There were four sizes of Fidelipac carts available — the inch-wide by two-inch long AA (single) size, capable of carrying the same material as a 45 RPM EP (six minutes per track) 4-inch-wide A size (Fidelipac Model 300, 350 and MasterCart), which was a standard 8-track size cart with maximum 10 1/2 minute playing time at 7.5 ips (this was the most common and widely used size of Fidelipac cart); the 6-inch-wide B size (Fidelipac Model 600), a larger cartridge designed for holding longer programs; and the even larger 8-inch-wide C size (Fidelipac Model 1200), often used for background music applications like the Rowe Customusic.

The A size Fidelipac cartridge was later adapted by Earl "Madman" Muntz in partnership with George Eash in 1963 for his Stereo-Pak cartridge system (also known as a 4-track cartridge). Several instances of B-size and C-size carts were also produced for a limited time to accommodate 2, 3 or 4-LP sets on tape.
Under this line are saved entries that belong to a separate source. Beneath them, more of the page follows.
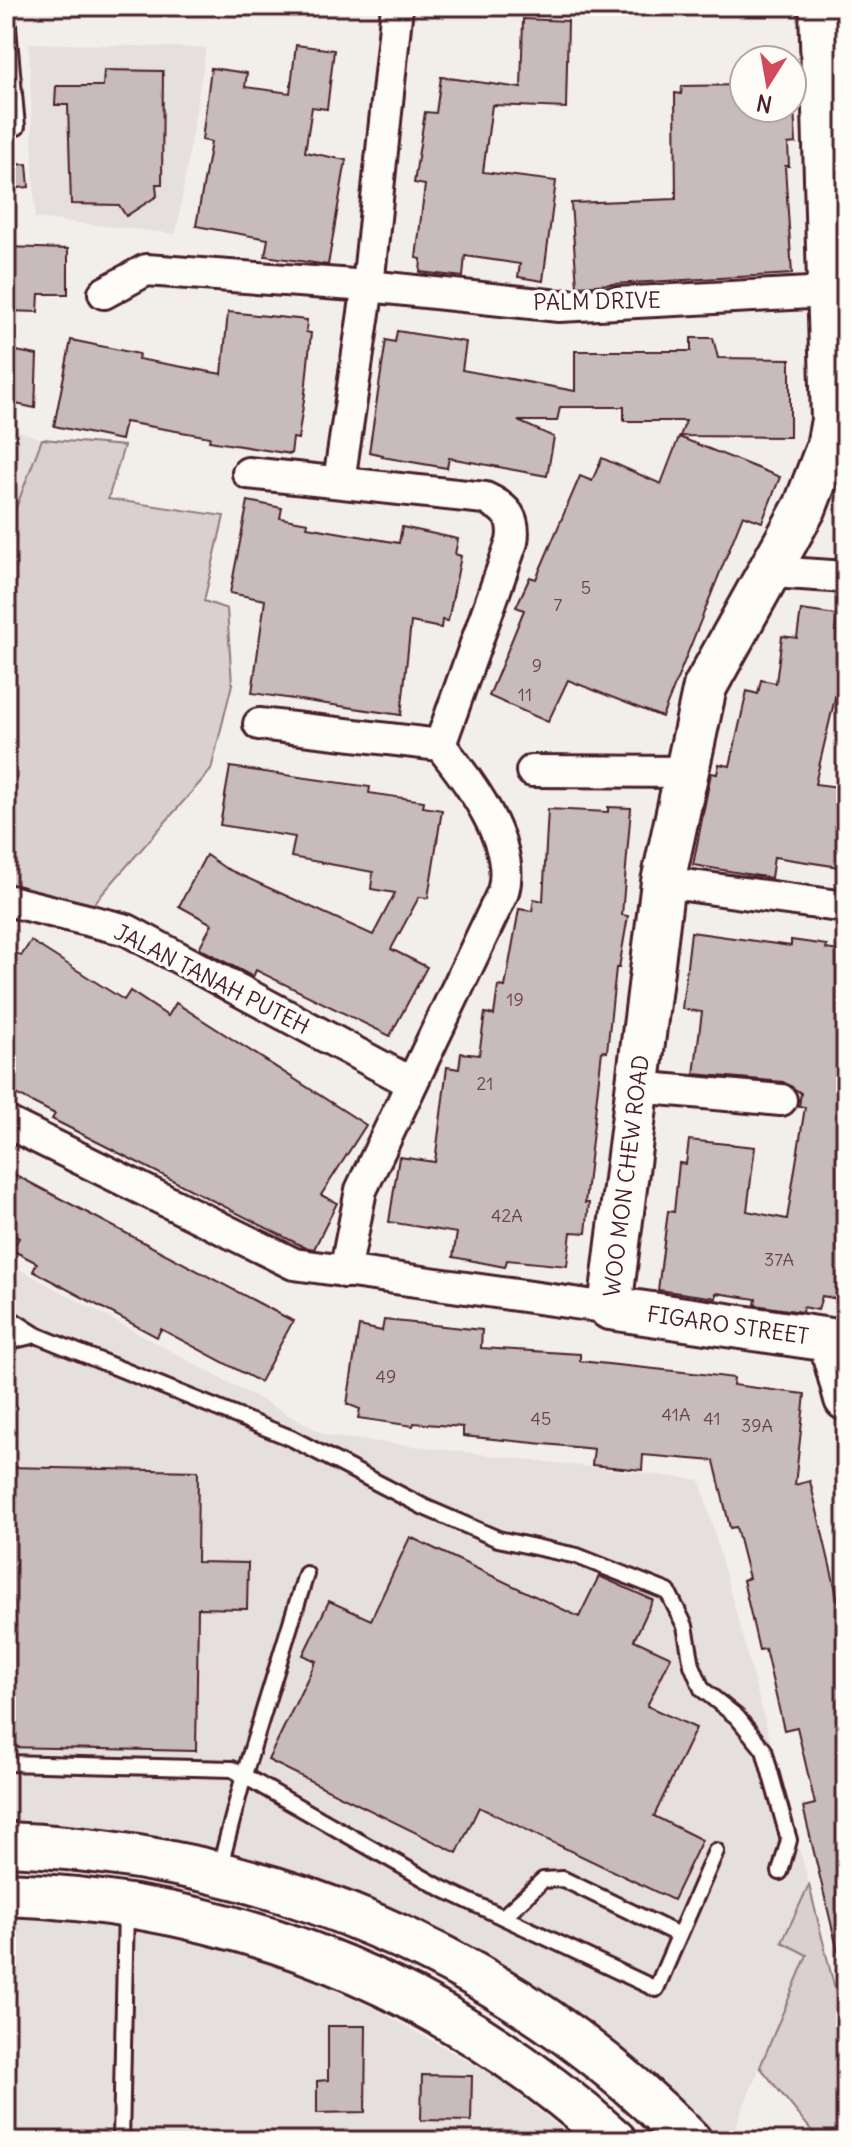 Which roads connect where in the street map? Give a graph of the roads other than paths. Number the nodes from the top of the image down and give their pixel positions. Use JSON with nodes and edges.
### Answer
{"nodes":[{"id":1,"x":6,"y":6,"type":"edge"},
{"id":2,"x":397,"y":6,"type":"edge"},
{"id":3,"x":821,"y":6,"type":"edge"},
{"id":4,"x":17,"y":127,"type":"dead end"},
{"id":5,"x":368,"y":286,"type":"junction"},
{"id":6,"x":104,"y":293,"type":"dead end"},
{"id":7,"x":835,"y":316,"type":"edge"},
{"id":8,"x":248,"y":473,"type":"dead end"},
{"id":9,"x":339,"y":481,"type":"junction"},
{"id":10,"x":772,"y":572,"type":"junction"},
{"id":11,"x":846,"y":577,"type":"edge"},
{"id":12,"x":259,"y":724,"type":"dead end"},
{"id":13,"x":440,"y":745,"type":"junction"},
{"id":14,"x":532,"y":771,"type":"dead end"},
{"id":15,"x":687,"y":772,"type":"junction"},
{"id":16,"x":663,"y":882,"type":"junction"},
{"id":17,"x":6,"y":900,"type":"edge"},
{"id":18,"x":846,"y":907,"type":"edge"},
{"id":19,"x":410,"y":1082,"type":"junction"},
{"id":20,"x":637,"y":1087,"type":"junction"},
{"id":21,"x":781,"y":1100,"type":"dead end"},
{"id":22,"x":6,"y":1122,"type":"edge"},
{"id":23,"x":345,"y":1272,"type":"junction"},
{"id":24,"x":610,"y":1308,"type":"junction"},
{"id":25,"x":6,"y":1316,"type":"edge"},
{"id":26,"x":36,"y":1335,"type":"junction"},
{"id":27,"x":838,"y":1340,"type":"edge"},
{"id":28,"x":6,"y":1342,"type":"edge"},
{"id":29,"x":846,"y":1399,"type":"edge"},
{"id":30,"x":306,"y":1574,"type":"dead end"},
{"id":31,"x":6,"y":1763,"type":"edge"},
{"id":32,"x":244,"y":1775,"type":"junction"},
{"id":33,"x":6,"y":1844,"type":"edge"},
{"id":34,"x":716,"y":1851,"type":"dead end"},
{"id":35,"x":219,"y":1870,"type":"junction"},
{"id":36,"x":780,"y":1872,"type":"dead end"},
{"id":37,"x":6,"y":1894,"type":"edge"},
{"id":38,"x":127,"y":1904,"type":"junction"},
{"id":39,"x":503,"y":1917,"type":"junction"},
{"id":40,"x":679,"y":1935,"type":"junction"},
{"id":41,"x":121,"y":2141,"type":"edge"},
{"id":42,"x":615,"y":2141,"type":"edge"},
{"id":43,"x":690,"y":2141,"type":"edge"}],
"edges":[{"from":1,"to":4,"type":"lane"},
{"from":2,"to":5,"type":"street"},
{"from":3,"to":7,"type":"street","name":"WOO MON CHEW ROAD"},
{"from":5,"to":6,"type":"street","name":"PALM DRIVE"},
{"from":5,"to":7,"type":"street","name":"PALM DRIVE"},
{"from":5,"to":9,"type":"street"},
{"from":7,"to":10,"type":"street","name":"WOO MON CHEW ROAD"},
{"from":8,"to":9,"type":"street"},
{"from":9,"to":13,"type":"street"},
{"from":10,"to":11,"type":"street"},
{"from":10,"to":15,"type":"street","name":"WOO MON CHEW ROAD"},
{"from":12,"to":13,"type":"street"},
{"from":13,"to":19,"type":"street"},
{"from":14,"to":15,"type":"street"},
{"from":15,"to":16,"type":"street","name":"WOO MON CHEW ROAD"},
{"from":16,"to":18,"type":"street"},
{"from":16,"to":20,"type":"street","name":"WOO MON CHEW ROAD"},
{"from":17,"to":19,"type":"street","name":"JALAN TANAH PUTEH"},
{"from":19,"to":23,"type":"street"},
{"from":20,"to":21,"type":"street"},
{"from":20,"to":24,"type":"street","name":"WOO MON CHEW ROAD"},
{"from":22,"to":23,"type":"street","name":"WOO MON CHEW ROAD"},
{"from":23,"to":24,"type":"street","name":"WOO MON CHEW ROAD"},
{"from":24,"to":27,"type":"street","name":"FIGARO STREET"},
{"from":25,"to":26,"type":"lane"},
{"from":26,"to":28,"type":"lane"},
{"from":26,"to":36,"type":"lane"},
{"from":27,"to":29,"type":"street"},
{"from":30,"to":32,"type":"lane"},
{"from":31,"to":32,"type":"lane"},
{"from":32,"to":35,"type":"lane"},
{"from":32,"to":39,"type":"lane"},
{"from":33,"to":35,"type":"street"},
{"from":34,"to":40,"type":"lane"},
{"from":35,"to":43,"type":"street"},
{"from":37,"to":38,"type":"street"},
{"from":38,"to":41,"type":"lane"},
{"from":38,"to":42,"type":"street"},
{"from":39,"to":40,"type":"lane"},
{"from":39,"to":40,"type":"lane"}]}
These differed in two ways — the number of tracks used (four in this case, with two played back at a time to provide a total of two programs of stereo audio), and the tape speed (3 3/4 ips—the same speed as 8-track cartridges, as opposed to Fidelipac's standard 7 1/2 ips). Unlike the Fidelipac players which used a stationary head, the Stereo-Pak system used a movable head to switch between the two programs (much like the 8-track format, which also used a movable head to select its four stereo programs).